• 24 Giu

    Spunterà un germoglio dal tronco reciso
    Una rinascita insperata: Is 11,1-10

     

    Messaggio centrale

    L’orizzonte descritto è segnato amaramente da un tronco ormai irrimediabilmente reciso. Eppure inatteso e insperato un piccolo germoglio per volontà divina vi spunta nuovamente. In esso è riposta ogni speranza di un futuro diverso: sarà un virgulto destinato a crescere e a produrre frutti di pace e di giustizia per il mondo intero.

    Davide, e tutto Israele con lui, ha ricevuto da JHWH la promessa di una discendenza che avrebbe portato nel regno pace e giustizia. La storia sembra smentire la promessa: essa ripresenta puntualmente una serie di governanti inetti o tirannici che usurpano il loro ruolo a vantaggio di interessi personali e tornaconti egoistici. Isaia è deluso del re Acaz che dal 721 regna su Giuda: egli non ripone la sua speranza in JHWH per cui il profeta intravede inevitabile nel futuro la catastrofe di tutto il popolo: Dio attraverso l’opera distruttrice degli Assiri, preannuncia il profeta, castigherà la casata di Davide.

    In Israele scaturisce così man mano per il ministero dei profeti la speranza di un re finalmente diverso che avrebbe adempiuto finalmente le promesse e le attese: si tratta di una speranza che conduce alla consapevolezza sempre maggiore che potrà solo Dio stesso portare a compimento tutte queste attese.

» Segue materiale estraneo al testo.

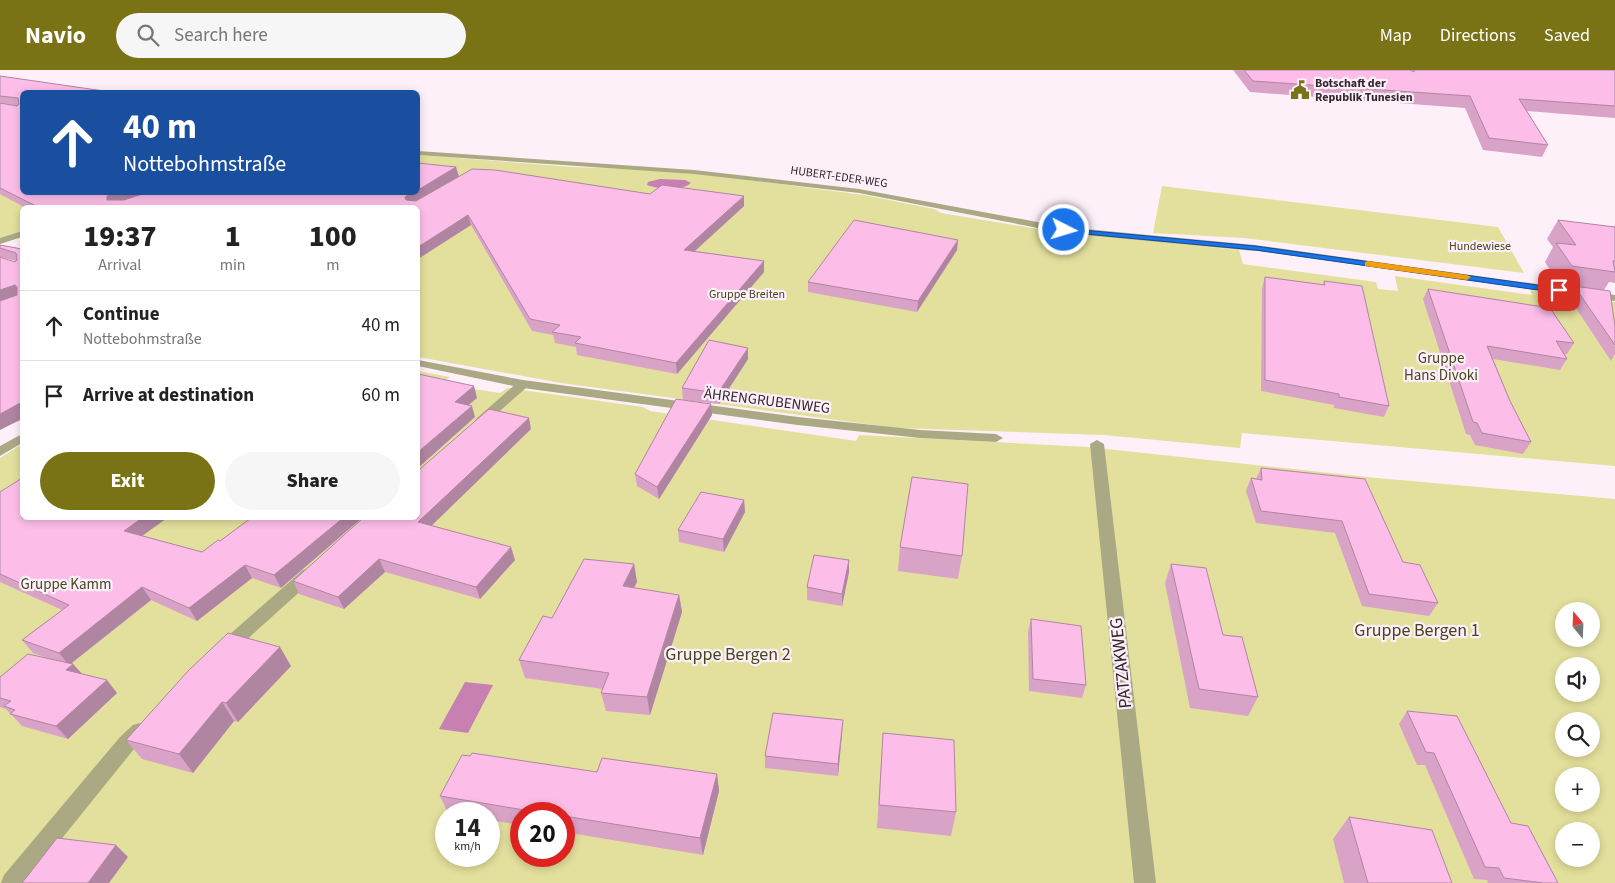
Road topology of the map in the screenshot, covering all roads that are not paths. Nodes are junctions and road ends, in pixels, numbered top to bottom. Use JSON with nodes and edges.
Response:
{"nodes":[{"id":1,"x":420,"y":153,"type":"edge"},
{"id":2,"x":500,"y":159,"type":"junction"},
{"id":3,"x":482,"y":169,"type":"edge"},
{"id":4,"x":20,"y":235,"type":"edge"},
{"id":5,"x":0,"y":241,"type":"edge"},
{"id":6,"x":1615,"y":298,"type":"edge"},
{"id":7,"x":420,"y":363,"type":"edge"},
{"id":8,"x":523,"y":384,"type":"junction"},
{"id":9,"x":474,"y":428,"type":"edge"},
{"id":10,"x":996,"y":438,"type":"dead end"},
{"id":11,"x":20,"y":439,"type":"edge"},
{"id":12,"x":1097,"y":444,"type":"dead end"},
{"id":13,"x":0,"y":452,"type":"edge"},
{"id":14,"x":321,"y":563,"type":"edge"},
{"id":15,"x":212,"y":660,"type":"edge"},
{"id":16,"x":156,"y":716,"type":"edge"},
{"id":17,"x":12,"y":883,"type":"edge"},
{"id":18,"x":1145,"y":883,"type":"edge"}],
"edges":[{"from":1,"to":2,"type":"street","name":"HUBERT-EDER-WEG"},
{"from":2,"to":3,"type":"street"},
{"from":2,"to":6,"type":"street","name":"HUBERT-EDER-WEG"},
{"from":4,"to":5,"type":"street"},
{"from":7,"to":8,"type":"street","name":"ÄHRENGRUBENWEG"},
{"from":8,"to":9,"type":"street"},
{"from":8,"to":10,"type":"street","name":"ÄHRENGRUBENWEG"},
{"from":11,"to":13,"type":"street"},
{"from":12,"to":18,"type":"street","name":"PATZAKWEG"},
{"from":14,"to":15,"type":"street"},
{"from":16,"to":17,"type":"street"}]}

In Ez. 34 ad esempio JHWH personalmente dice di voler riprendere in mano l’esercizio dell’autorità mandando una persona di totale sua fiducia togliendo di mano lo scettro a guide incapaci e corrotte: tale personaggio sarà un discendente di Davide secondo la promessa.Susciterò per loro un pastore che le pascerà, Davide mio servo. Egli le condurrà al pascolo, sarà il loro pastore;  io, il Signore, sarò il loro Dio e Davide mio servo sarà principe in mezzo a loro: io, il Signore, ho parlato. Stringerò con esse un’alleanza di pace e farò sparire dal paese le bestie nocive, cosicché potranno dimorare tranquille anche nel deserto e riposare nelle selve” (Ez 34,23-25)

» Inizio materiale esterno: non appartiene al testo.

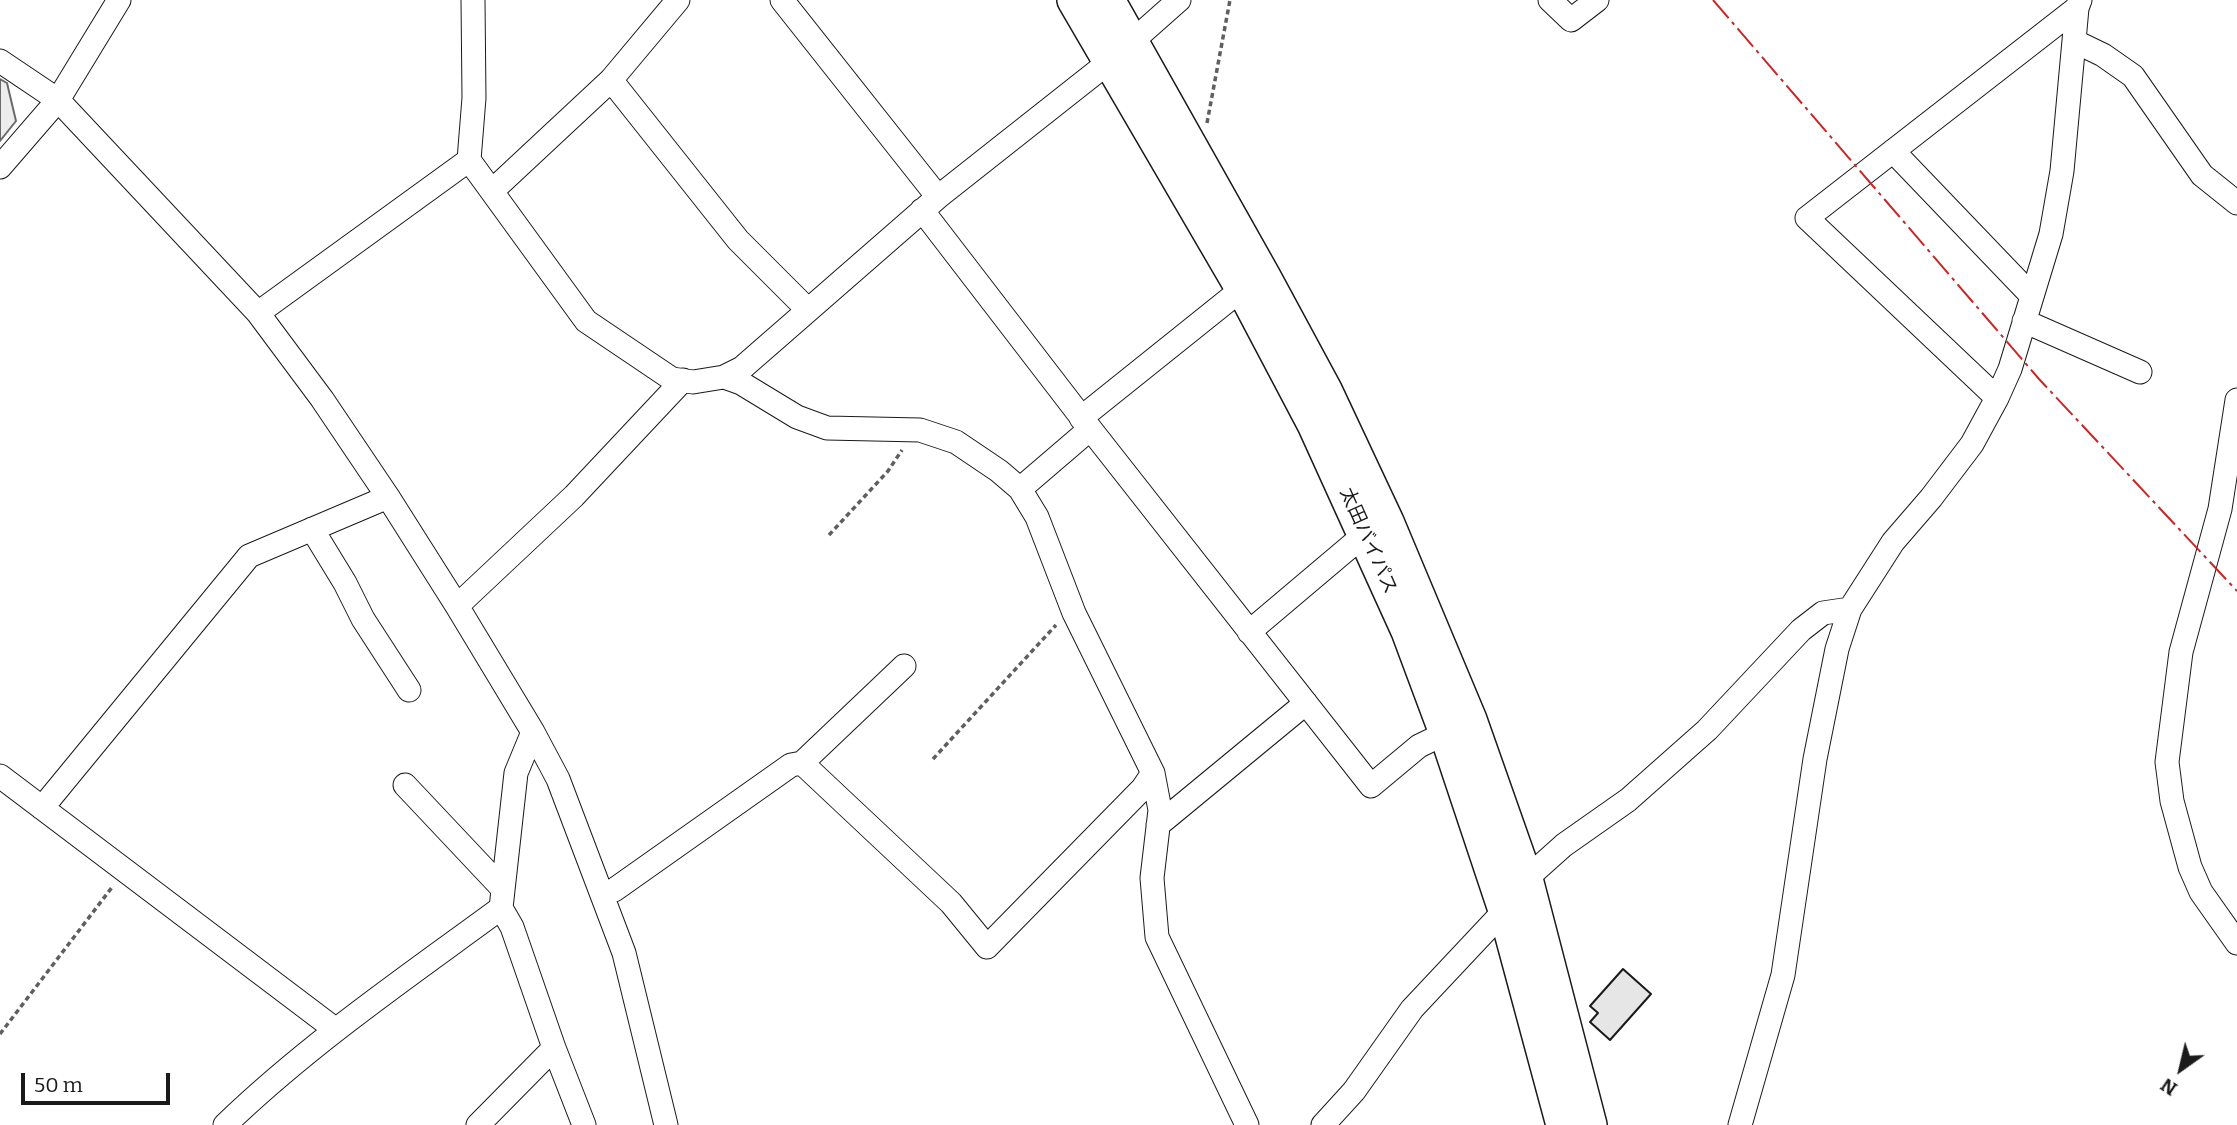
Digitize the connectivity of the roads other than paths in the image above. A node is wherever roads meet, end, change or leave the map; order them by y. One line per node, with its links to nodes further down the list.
1 (119, 0): 15 (street)
2 (473, 0): 17 (street)
3 (678, 0): 14 (street)
4 (782, 0): 20 (street)
5 (1074, 0): 12 (highway, 太田バイパス)
6 (1108, 0): 12 (highway, 太田バイパス)
7 (1179, 0): 12 (street)
8 (1550, 0): 9 (street)
9 (1597, 0)
10 (2078, 4): 11 (street); 16 (street)
11 (2074, 41): 21 (street); 23 (street)
12 (1120, 51): 20 (street); 22 (highway, 太田バイパス); 52 (highway, 太田バイパス)
13 (0, 61): 15 (street)
14 (611, 80): 19 (street); 24 (street)
15 (58, 100): 18 (street); 25 (street)
16 (1893, 151): 23 (street); 30 (street)
17 (469, 160): 19 (street); 25 (street)
18 (0, 167)
19 (492, 191): 29 (street)
20 (930, 203): 24 (street); 32 (street)
21 (2237, 203)
22 (1242, 289): 32 (street); 37 (highway, 太田バイパス)
23 (2032, 296): 26 (street)
24 (808, 310): 28 (street)
25 (258, 313): 35 (street)
26 (2024, 321): 27 (street); 30 (street)
27 (2140, 372)
28 (724, 377): 29 (street); 34 (street)
29 (683, 380): 38 (street)
30 (1997, 398): 39 (street)
31 (2237, 400): 33 (street)
32 (1086, 424): 34 (street); 40 (street)
33 (2234, 440): 56 (street)
34 (1020, 489): 47 (street)
35 (388, 497): 36 (street); 38 (street)
36 (312, 529): 42 (street); 50 (street)
37 (1365, 534): 40 (street); 45 (highway, 太田バイパス)
38 (457, 606): 44 (street)
39 (1850, 609): 52 (street); 67 (street)
40 (1249, 632): 43 (street)
41 (904, 666): 46 (street)
42 (409, 690)
43 (1306, 703): 45 (street); 51 (street)
44 (533, 732): 53 (street); 54 (street)
45 (1446, 733): 55 (highway, 太田バイパス)
46 (802, 763): 47 (street); 53 (street)
47 (1153, 773): 51 (street)
48 (0, 776): 50 (street)
49 (405, 785): 54 (street)
50 (42, 808): 57 (street)
51 (1158, 825): 63 (street)
52 (1526, 879): 55 (street); 66 (highway, 太田バイパス)
53 (603, 892): 59 (street)
54 (502, 899): 57 (street); 58 (street)
55 (1505, 911): 64 (street); 65 (highway, 太田バイパス)
56 (2237, 943)
57 (336, 1031): 60 (street)
58 (554, 1048): 61 (street); 62 (street)
59 (662, 1123)
60 (225, 1125)
61 (478, 1125)
62 (584, 1125)
63 (1247, 1125)
64 (1323, 1125)
65 (1563, 1125)
66 (1590, 1125)
67 (1740, 1125)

    Anche nel nostro brano Isaia annunzia l’arrivo di questo re-messia che porterà un’era di giustizia e di pace. La promessa fatta a Davide non può essere ritratta perché Dio non può venir meno alla sua parola. Nonostante il castigo comminato alla discendenza di Davide che sarà estirpata, una radice umile del suo tronco abbattuto sarà preservata; proprio da tale radice un nuovo germoglio verrà alla luce portatore di nuova speranza.

    1 Un germoglio spunterà dal tronco di Iesse,

    un virgulto germoglierà dalle sue radici.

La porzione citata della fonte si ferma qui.